(EXERCISE PROMPT) Set down every record below exactly as written.

====

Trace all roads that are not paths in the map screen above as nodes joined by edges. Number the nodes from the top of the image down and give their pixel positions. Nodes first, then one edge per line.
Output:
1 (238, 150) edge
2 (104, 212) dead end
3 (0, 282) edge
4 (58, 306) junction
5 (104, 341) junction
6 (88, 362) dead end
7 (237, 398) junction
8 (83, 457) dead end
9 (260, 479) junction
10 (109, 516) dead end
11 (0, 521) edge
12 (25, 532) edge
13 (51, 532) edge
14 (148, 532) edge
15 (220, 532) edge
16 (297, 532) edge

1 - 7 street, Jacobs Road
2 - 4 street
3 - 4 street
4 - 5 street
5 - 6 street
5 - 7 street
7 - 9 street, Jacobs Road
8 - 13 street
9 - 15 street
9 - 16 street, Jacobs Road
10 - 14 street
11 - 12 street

====

(FINISHED TASK)
Trace all roads that are not paths in the map screen above as nodes joined by edges. Number the nodes from the top of the image down and give their pixel positions. Nodes first, then one edge per line.
Output:
1 (238, 150) edge
2 (104, 212) dead end
3 (0, 282) edge
4 (58, 306) junction
5 (104, 341) junction
6 (88, 362) dead end
7 (237, 398) junction
8 (83, 457) dead end
9 (260, 479) junction
10 (109, 516) dead end
11 (0, 521) edge
12 (25, 532) edge
13 (51, 532) edge
14 (148, 532) edge
15 (220, 532) edge
16 (297, 532) edge

1 - 7 street, Jacobs Road
2 - 4 street
3 - 4 street
4 - 5 street
5 - 6 street
5 - 7 street
7 - 9 street, Jacobs Road
8 - 13 street
9 - 15 street
9 - 16 street, Jacobs Road
10 - 14 street
11 - 12 street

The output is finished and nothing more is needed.